Le risque d'IDM lié à la goutte serait plus élevé chez les femmes

Vincent Bargoin

15 février 2010

Vancouver, Canada — Chez l'homme, un certain nombre d'études ont mis en évidence un surrisque d'IDM chez les patients souffrant de goutte. Mais on manquait jusqu'à présent de données chez les femmes. Grâce à une étude de population conduite en Colombie-Britannique, c'est maintenant chose faite. Les résultats, publiés dans les Annals of Rheumatic Diseases, montrent que l'association existe aussi chez les femmes, et semble même plus étroite que chez les hommes. [1]

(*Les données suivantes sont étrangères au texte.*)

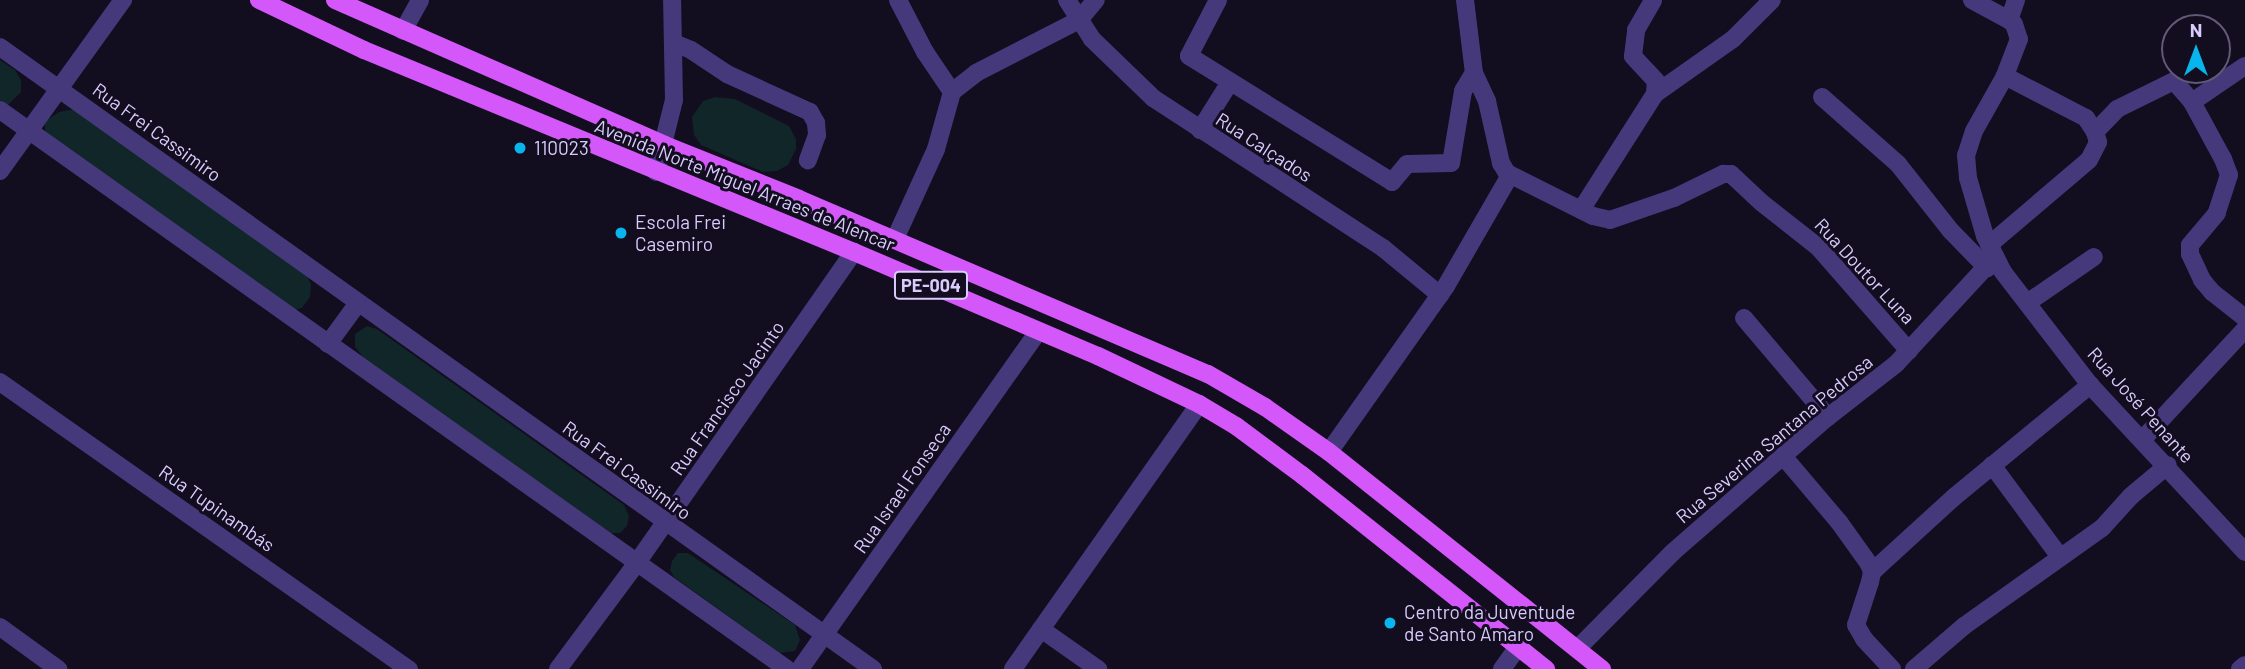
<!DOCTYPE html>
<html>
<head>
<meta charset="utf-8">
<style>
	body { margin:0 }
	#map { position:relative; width:2245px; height:669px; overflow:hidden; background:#120d1f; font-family:Barlow,sans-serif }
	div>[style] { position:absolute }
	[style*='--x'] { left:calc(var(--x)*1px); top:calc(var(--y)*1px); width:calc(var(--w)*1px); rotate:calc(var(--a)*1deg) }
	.green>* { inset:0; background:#102628 }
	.minor>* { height:18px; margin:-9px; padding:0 9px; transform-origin:9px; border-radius:9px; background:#45397c }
	.major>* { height:18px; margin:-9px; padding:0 9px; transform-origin:9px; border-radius:9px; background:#d457f9 }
	.dots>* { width:19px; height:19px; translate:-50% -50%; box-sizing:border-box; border:4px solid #120d1f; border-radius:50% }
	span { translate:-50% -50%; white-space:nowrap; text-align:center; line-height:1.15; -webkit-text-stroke:6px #120d1f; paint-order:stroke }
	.shield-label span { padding:2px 5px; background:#120d1f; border:2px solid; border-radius:5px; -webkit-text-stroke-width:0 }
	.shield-label { font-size:18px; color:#d9ccfd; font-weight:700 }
	.street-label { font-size:19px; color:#d9ccfd }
	.poi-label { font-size:19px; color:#d9ccfd }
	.left { translate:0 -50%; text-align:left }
	.north { position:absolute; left:2161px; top:14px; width:70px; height:70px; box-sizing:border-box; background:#120d1f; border:2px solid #625978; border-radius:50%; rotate:0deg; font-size:19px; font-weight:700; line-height:28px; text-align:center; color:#d9ccfd }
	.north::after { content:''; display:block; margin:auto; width:24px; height:32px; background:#08b6ed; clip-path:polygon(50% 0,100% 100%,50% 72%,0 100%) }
</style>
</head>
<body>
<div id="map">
	<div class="green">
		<div style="clip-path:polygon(0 60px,15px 70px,21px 80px,21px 92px,6px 107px,0 103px)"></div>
		<div style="clip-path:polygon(715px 97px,735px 99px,789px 126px,796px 139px,796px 149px,788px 165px,777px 171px,763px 172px,701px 145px,694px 135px,692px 117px,703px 101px)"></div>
		<div style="clip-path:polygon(75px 109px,307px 276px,311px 284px,310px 297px,302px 308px,293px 310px,46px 135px,44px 122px,59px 112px)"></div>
		<div style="clip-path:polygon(367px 326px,377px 329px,624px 505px,629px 516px,627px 526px,620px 533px,610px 533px,363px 357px,355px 347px,355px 334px)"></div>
		<div style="clip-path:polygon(678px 553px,688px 553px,795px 625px,800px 640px,795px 651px,780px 653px,674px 577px,670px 570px,672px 561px)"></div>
	</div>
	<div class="minor">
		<div style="--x:898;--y:0;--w:59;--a:62.6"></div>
		<div style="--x:925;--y:52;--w:48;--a:56"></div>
		<div style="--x:1067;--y:0;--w:46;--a:57.3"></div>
		<div style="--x:1092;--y:39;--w:85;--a:44"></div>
		<div style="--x:1153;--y:98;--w:275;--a:33.1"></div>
		<div style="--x:1383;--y:248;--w:74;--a:39.5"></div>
		<div style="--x:1218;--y:0;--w:63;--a:117.4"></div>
		<div style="--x:1189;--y:56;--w:239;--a:31.8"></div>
		<div style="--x:1392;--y:182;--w:23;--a:-50"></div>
		<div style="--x:1407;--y:164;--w:44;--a:-1.3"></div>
		<div style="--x:1451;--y:163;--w:73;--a:-80.5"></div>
		<div style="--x:1463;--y:91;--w:21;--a:-59"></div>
		<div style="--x:1465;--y:0;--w:74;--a:83"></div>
		<div style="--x:1474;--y:73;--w:31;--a:65"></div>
		<div style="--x:1487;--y:101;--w:64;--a:77.3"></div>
		<div style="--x:1501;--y:163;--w:12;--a:59"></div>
		<div style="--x:1507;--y:173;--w:96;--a:26.6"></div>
		<div style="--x:1593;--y:216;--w:17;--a:13"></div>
		<div style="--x:1610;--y:220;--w:68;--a:-19"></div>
		<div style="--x:1674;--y:198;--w:55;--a:-26.1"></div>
		<div style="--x:1723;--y:174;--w:8;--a:0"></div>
		<div style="--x:1731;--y:174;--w:42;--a:43.1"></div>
		<div style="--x:1762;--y:203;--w:71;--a:38.2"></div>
		<div style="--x:1818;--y:247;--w:138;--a:48.8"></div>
		<div style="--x:1972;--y:0;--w:42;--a:28.4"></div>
		<div style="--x:2016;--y:0;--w:21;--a:109"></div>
		<div style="--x:2009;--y:20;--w:6;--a:39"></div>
		<div style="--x:2014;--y:24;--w:16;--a:72"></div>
		<div style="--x:2019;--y:39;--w:40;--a:111"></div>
		<div style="--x:2005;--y:76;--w:63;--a:119.4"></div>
		<div style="--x:1974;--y:131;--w:25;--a:108"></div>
		<div style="--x:1966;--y:155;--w:23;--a:85"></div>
		<div style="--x:1968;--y:178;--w:60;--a:73.7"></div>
		<div style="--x:1985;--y:236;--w:40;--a:63.4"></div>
		<div style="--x:2003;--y:272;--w:143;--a:52.4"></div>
		<div style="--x:2090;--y:385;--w:228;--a:47.1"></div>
		<div style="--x:403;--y:31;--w:35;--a:-61"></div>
		<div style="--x:674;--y:43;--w:18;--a:22"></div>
		<div style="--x:691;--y:50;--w:43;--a:33.7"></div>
		<div style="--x:727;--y:74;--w:91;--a:24.6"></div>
		<div style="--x:810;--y:112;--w:13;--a:61"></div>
		<div style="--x:816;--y:123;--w:12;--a:85"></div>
		<div style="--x:817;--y:135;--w:27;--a:110"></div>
		<div style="--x:0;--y:47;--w:1072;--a:35.47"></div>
		<div style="--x:2005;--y:76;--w:91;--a:27.4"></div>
		<div style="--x:2086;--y:118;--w:17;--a:57"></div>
		<div style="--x:1655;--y:94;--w:95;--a:-35.2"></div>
		<div style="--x:1733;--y:39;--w:55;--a:-45"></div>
		<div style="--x:1822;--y:97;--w:101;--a:41.4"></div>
		<div style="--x:1898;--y:164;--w:85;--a:51.7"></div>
		<div style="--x:1951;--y:231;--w:52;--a:45.8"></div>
		<div style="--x:2192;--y:102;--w:64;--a:-34.2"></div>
		<div style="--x:0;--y:110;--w:965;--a:35.39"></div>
		<div style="--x:1200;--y:130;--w:57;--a:-58"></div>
		<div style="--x:0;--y:171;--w:211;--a:-54.3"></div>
		<div style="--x:656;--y:172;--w:74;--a:-76"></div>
		<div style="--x:674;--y:100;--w:100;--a:-91.1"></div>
		<div style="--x:1581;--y:210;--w:138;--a:-57.5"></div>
		<div style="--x:1655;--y:94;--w:13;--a:-86"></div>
		<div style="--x:1656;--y:81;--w:34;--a:-133"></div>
		<div style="--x:1633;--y:56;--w:26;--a:-83"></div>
		<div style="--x:1636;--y:30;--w:34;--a:-60"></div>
		<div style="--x:895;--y:239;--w:99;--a:-65.5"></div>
		<div style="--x:936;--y:149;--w:59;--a:-74.3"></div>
		<div style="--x:952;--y:92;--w:31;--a:-38"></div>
		<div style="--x:976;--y:73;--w:116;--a:-27.2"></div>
		<div style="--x:1079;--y:20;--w:26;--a:-50"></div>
		<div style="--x:1989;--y:245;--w:131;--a:-40.4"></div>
		<div style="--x:2089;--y:160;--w:20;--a:-63"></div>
		<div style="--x:2098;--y:142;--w:10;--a:-107"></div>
		<div style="--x:2095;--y:132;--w:32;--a:-46"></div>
		<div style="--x:2117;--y:109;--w:64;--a:-26.2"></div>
		<div style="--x:2174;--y:81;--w:28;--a:49"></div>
		<div style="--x:2192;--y:102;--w:65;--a:61.5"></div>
		<div style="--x:2223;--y:159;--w:17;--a:69"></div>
		<div style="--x:2229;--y:175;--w:40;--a:108"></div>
		<div style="--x:2217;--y:213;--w:42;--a:130.2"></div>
		<div style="--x:2190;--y:245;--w:9;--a:90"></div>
		<div style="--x:2190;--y:254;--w:29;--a:65"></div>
		<div style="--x:2202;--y:280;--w:16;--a:50"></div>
		<div style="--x:2212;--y:292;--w:42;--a:38.2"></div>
		<div style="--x:2027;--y:303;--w:81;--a:-34.5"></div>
		<div style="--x:1744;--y:318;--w:130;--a:49.7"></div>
		<div style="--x:328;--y:344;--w:51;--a:-53.8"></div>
		<div style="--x:0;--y:382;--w:500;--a:35.1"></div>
		<div style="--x:2142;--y:440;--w:151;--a:-47.1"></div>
		<div style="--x:1329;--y:452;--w:203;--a:-54.8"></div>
		<div style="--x:1446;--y:286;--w:128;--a:-60"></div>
		<div style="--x:1783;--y:456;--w:87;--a:49.7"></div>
		<div style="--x:1839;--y:522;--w:52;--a:54.5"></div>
		<div style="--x:1869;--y:564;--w:9;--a:69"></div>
		<div style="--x:1872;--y:572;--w:10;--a:101"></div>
		<div style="--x:1870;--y:582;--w:45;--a:108"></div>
		<div style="--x:1856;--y:625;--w:16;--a:60"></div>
		<div style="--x:1864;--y:639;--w:41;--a:47"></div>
		<div style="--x:1992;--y:465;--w:114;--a:53.5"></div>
		<div style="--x:1872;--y:572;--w:110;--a:-42.4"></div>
		<div style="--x:1953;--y:498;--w:178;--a:-39.5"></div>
		<div style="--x:0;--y:627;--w:72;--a:35.9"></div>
		<div style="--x:1041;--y:629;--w:70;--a:35.1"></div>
		<div style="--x:1577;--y:649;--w:136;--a:-45.3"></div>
		<div style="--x:1673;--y:552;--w:206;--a:-41.1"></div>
		<div style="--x:1828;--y:417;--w:86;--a:-37.9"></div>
		<div style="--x:1896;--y:364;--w:146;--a:-47.2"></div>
		<div style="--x:558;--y:669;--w:131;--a:-53.4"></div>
		<div style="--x:636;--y:564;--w:381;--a:-55.1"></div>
		<div style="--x:800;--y:669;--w:413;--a:-54.8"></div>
		<div style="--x:1013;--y:669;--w:324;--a:-54.9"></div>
		<div style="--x:1502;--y:669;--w:27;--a:-54"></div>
		<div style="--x:1914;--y:669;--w:66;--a:-40.7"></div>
		<div style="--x:1964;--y:626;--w:169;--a:-35.4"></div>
		<div style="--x:2102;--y:528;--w:43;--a:-47.8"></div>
		<div style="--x:2131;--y:496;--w:48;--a:-40"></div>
		<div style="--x:2240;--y:669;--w:6;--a:-39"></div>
	</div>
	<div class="major">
		<div style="--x:259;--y:0;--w:116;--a:25.5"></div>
		<div style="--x:364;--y:50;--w:530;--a:22.4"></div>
		<div style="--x:854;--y:252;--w:265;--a:23.1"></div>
		<div style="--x:1098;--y:356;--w:112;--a:25.4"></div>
		<div style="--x:1199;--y:404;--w:43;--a:30.7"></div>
		<div style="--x:1236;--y:426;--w:82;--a:36.6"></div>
		<div style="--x:1302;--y:475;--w:312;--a:38.5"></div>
		<div style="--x:335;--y:0;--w:360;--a:23.7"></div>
		<div style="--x:665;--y:145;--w:144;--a:21.9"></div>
		<div style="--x:799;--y:199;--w:445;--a:23.2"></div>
		<div style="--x:1208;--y:374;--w:66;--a:30.1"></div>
		<div style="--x:1265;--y:407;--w:78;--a:35.1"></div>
		<div style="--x:1329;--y:452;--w:349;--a:38.5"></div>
	</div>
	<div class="dots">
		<div style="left:520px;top:148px;background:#08b6ed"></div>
		<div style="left:621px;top:233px;background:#08b6ed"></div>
		<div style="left:1390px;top:623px;background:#08b6ed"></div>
	</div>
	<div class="shield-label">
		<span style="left:931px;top:285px">PE-004</span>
	</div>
	<div class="street-label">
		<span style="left:157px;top:132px;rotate:36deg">Rua Frei Cassimiro</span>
		<span style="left:1264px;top:147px;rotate:33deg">Rua Calçados</span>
		<span style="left:745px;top:185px;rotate:22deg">Avenida Norte Miguel Arraes de Alencar</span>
		<span style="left:1865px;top:271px;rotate:47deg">Rua Doutor Luna</span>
		<span style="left:727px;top:398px;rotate:-55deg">Rua Francisco Jacinto</span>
		<span style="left:2141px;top:405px;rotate:48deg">Rua José Penante</span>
		<span style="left:1774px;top:439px;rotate:-40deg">Rua Severina Santana Pedrosa</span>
		<span style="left:627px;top:470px;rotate:36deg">Rua Frei Cassimiro</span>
		<span style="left:902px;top:488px;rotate:-55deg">Rua Israel Fonseca</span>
		<span style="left:217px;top:508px;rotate:35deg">Rua Tupinambás</span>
	</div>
	<div class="poi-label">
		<span class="left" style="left:534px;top:148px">110023</span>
		<span class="left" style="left:635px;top:233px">Escola Frei<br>Casemiro</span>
		<span class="left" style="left:1404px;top:623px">Centro da Juventude<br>de Santo Amaro</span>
	</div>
	<div class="north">N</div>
</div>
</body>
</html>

Le travail a été mené sur un échantillon de 9642 patients — dont 3890 patientes — âgés de plus de 65 ans (75 ans en moyenne) et atteints de goutte. Ces patients ont été identifiés sur les bases de données sanitaires de Colombie-Britannique et comparés à 48 210 sujets contrôles. Le suivi a duré sept ans, durant lesquels 3268 IDM ont été répertoriés, dont 996 chez des femmes. Après ajustement pour l'âge, les comorbidités et les prescriptions médicamenteuses, le risque relatif d'IDM chez une patiente atteinte de goutte, ressort à 1,39 (IC 95 % : 1,20-1,61) par rapport à une femme comparable mais non atteinte de goutte. Pour les seuls IDM non fatals, le risque est accru d'un facteur 1,41 (IC 95 % : 1,19-1,67), et pour les IDM fatals, d'un facteur 1,33 (IC 95 % : 0,99-1,78).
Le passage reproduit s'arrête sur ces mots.